[Reading time: 5mn]
In our previous post, we briefly explained how we used Clojure to do data outliers detection with descriptive statistics. Since then, we have enriched our prototype library with further detection methods: MAD (Median Absolute Deviation) and IQR (Interquartile Range). The source code is available on github if you want to play around with it.
Now, how good are these outliers methods? Obviously, as the functions return a collection of offending points with calculation details, it is rather difficult to notice whether the results are pertinent or not. For this, you want to see the time series on a chart with outliers highlighted – well, let’s say that we want to see this.
Enters Incanter. Incanter is an R-like Clojure library which you can use interactively to play with data. You can use it standalone or include it in your project. We did the latter with our outlier experiments. Here’s the relevant extract of our project.clj file
:dependencies [[org.clojure/clojure "1.2.1"] [org.clojure/clojure-contrib "1.2.0"] [net.sourceforge.javacsv/javacsv "2.0"] [incanter "1.2.3-SNAPSHOT"] [clj-time "0.3.0"]]
Incanter has a lot of features like persistent datasets, and charts, which we’ll use to see our outliers.
Let’s get back to the example we used in our last post, when we tried to detect outliers over the S&P500 close price daily history for 2010 (). This time, we’ll use Incanter charting functions to draw the time series and the outliers.
First, let’s load all necessary libraries in a dedicated namespace:
user=> (ns testing (:use [outlier utils core]) (:use [incanter core charts io pdf]) (:use [incanter.stats :exclude (mean median)]))
We are excluding the Incanter mean and median functions because we have implemented our own.
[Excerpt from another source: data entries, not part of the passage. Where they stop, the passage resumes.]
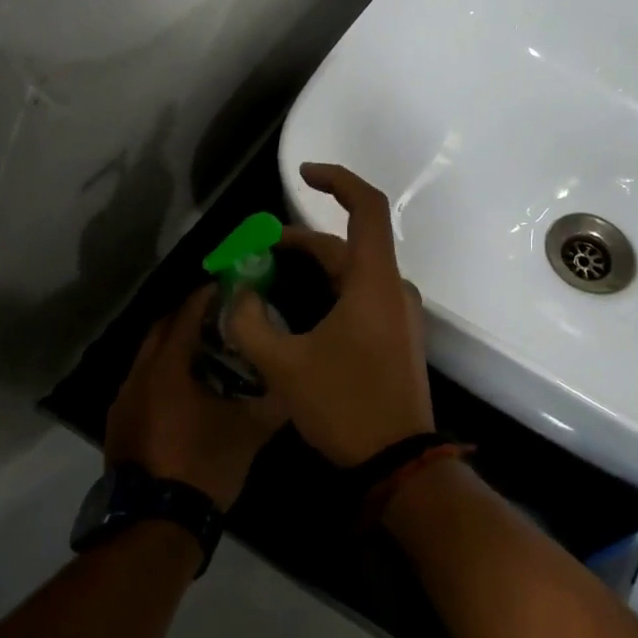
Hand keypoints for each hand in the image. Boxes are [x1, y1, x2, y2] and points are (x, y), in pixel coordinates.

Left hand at [105, 287, 285, 509]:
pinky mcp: (119, 424)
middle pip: (161, 330)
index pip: (185, 315)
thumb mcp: (249, 432)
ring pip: (148, 358)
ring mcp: (123, 401)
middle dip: (187, 316)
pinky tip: (187, 392)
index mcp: (167, 368)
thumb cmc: (203, 466)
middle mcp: (138, 375)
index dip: (206, 296)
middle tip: (220, 316)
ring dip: (174, 347)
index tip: (227, 285)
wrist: (155, 524)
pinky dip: (163, 374)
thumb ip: (274, 401)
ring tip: (208, 352)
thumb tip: (295, 384)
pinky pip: (142, 382)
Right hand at [226, 163, 434, 467]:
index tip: (302, 174)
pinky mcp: (397, 337)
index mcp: (374, 282)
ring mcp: (400, 314)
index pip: (366, 207)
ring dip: (313, 269)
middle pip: (347, 245)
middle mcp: (393, 289)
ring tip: (268, 280)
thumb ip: (251, 323)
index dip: (336, 180)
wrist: (400, 463)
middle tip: (255, 252)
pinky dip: (329, 291)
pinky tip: (299, 313)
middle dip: (299, 242)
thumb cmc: (345, 406)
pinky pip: (361, 297)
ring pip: (352, 274)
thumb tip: (237, 294)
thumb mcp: (284, 366)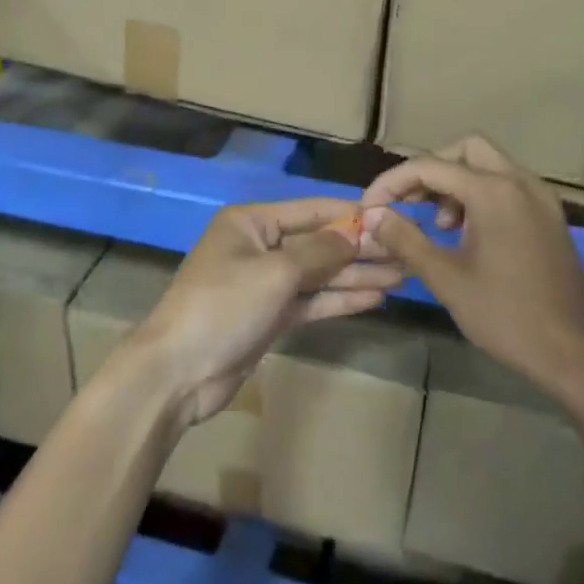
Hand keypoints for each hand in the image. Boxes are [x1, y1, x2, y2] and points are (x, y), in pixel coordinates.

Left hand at [128, 199, 402, 423]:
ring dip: (356, 275)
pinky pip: (311, 301)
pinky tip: (374, 298)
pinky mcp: (269, 316)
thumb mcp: (275, 273)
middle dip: (359, 249)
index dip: (350, 214)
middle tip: (406, 253)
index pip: (310, 210)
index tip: (391, 218)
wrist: (178, 372)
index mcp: (251, 223)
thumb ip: (319, 252)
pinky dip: (339, 299)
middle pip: (318, 243)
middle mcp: (259, 247)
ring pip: (318, 274)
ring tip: (401, 276)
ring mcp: (264, 284)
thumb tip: (355, 233)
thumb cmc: (223, 307)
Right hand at [361, 136, 583, 393]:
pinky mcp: (551, 218)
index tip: (370, 206)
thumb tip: (372, 215)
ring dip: (457, 182)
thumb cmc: (505, 316)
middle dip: (431, 170)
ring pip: (490, 166)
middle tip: (409, 202)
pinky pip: (509, 187)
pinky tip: (468, 234)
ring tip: (439, 225)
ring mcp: (542, 199)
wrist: (574, 354)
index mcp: (494, 192)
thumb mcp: (446, 279)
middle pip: (466, 150)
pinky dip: (482, 195)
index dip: (393, 182)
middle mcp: (521, 183)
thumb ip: (405, 239)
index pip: (430, 166)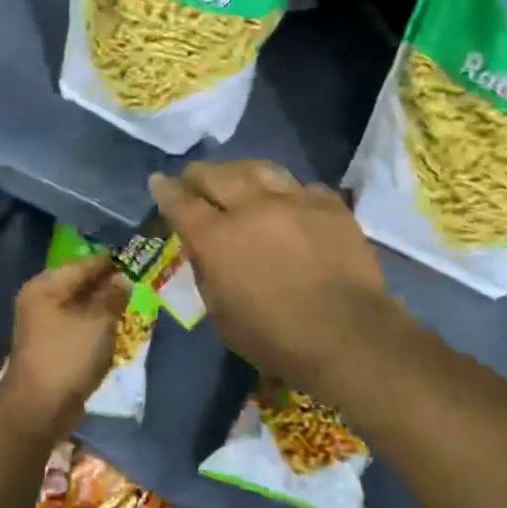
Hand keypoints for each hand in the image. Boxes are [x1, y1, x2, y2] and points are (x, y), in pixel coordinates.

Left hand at [0, 255, 131, 439]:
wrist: (39, 408)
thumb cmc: (68, 356)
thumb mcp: (98, 322)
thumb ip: (113, 297)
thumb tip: (123, 280)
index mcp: (46, 286)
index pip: (84, 264)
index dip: (110, 262)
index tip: (136, 260)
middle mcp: (39, 299)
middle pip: (79, 284)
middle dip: (106, 284)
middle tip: (136, 283)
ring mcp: (41, 323)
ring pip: (78, 305)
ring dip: (101, 305)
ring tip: (129, 304)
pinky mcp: (49, 344)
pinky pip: (75, 324)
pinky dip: (93, 323)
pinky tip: (112, 327)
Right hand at [149, 160, 388, 386]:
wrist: (348, 335)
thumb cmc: (276, 338)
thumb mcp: (222, 316)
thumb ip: (207, 274)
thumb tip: (204, 250)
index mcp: (217, 238)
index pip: (182, 202)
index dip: (165, 189)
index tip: (158, 181)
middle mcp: (251, 207)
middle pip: (216, 175)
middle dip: (198, 174)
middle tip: (193, 177)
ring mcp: (293, 200)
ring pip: (259, 169)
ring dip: (239, 171)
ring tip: (236, 177)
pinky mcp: (328, 204)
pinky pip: (300, 186)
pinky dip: (285, 191)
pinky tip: (286, 200)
There’s little doubt Incanter’s versions are better though, and we’ll leave it to the astute reader to switch to them instead.
Now, let’s load the data like we did previously and detect outliers.
testing=>(def csv (load-epochdatevalue-from-csv "/Users/artekcs/Development/data/sp500/SP500-2010.csv" :Date :Close)) testing=>(def sorted-csv (sort-by :Date csv)) testing=>(def outs (outliers-median (into  (map #(:Close %) sorted-csv)) 5 1.5))
Actually, you can display a table of the outliers using Incanter. First, change the sequence into an Incanter dataset and then call view on it:
testing=>(view (to-datatset outs))
You’ll see something like the following:
Now, let’s create a chart of the original S&P500 time series, and display it.
testing=>(def chart (time-series-plot :Date :Close :data (to-dataset sorted-csv))) testing=>(view chart)
Okay, now on to highlighting the outliers. To do that, we’ll use Incanter’s ability to draw pointers on a chart: an arrow with a label. The add-pointer function takes the point’s coordinates (x and y) and a text label. Our outliers’ funtions return a collection of maps (one for each found outlier). In these maps, we return the index of the outlier in the original data set. Using this index, we’ll easily retrieve the x and y coordinates of the outlier wich we’ll pass to the add-pointer function.
Lisp is an expressive language, and the Clojure dialect demonstrates it. The lengthy explanation above is translated into the following one-liner:
testing=>(map #(doto chart (add-pointer (:Date (nth sorted-csv (:idx %))) (:Close (nth sorted-csv (:idx %))) :text "Outlier")) outs)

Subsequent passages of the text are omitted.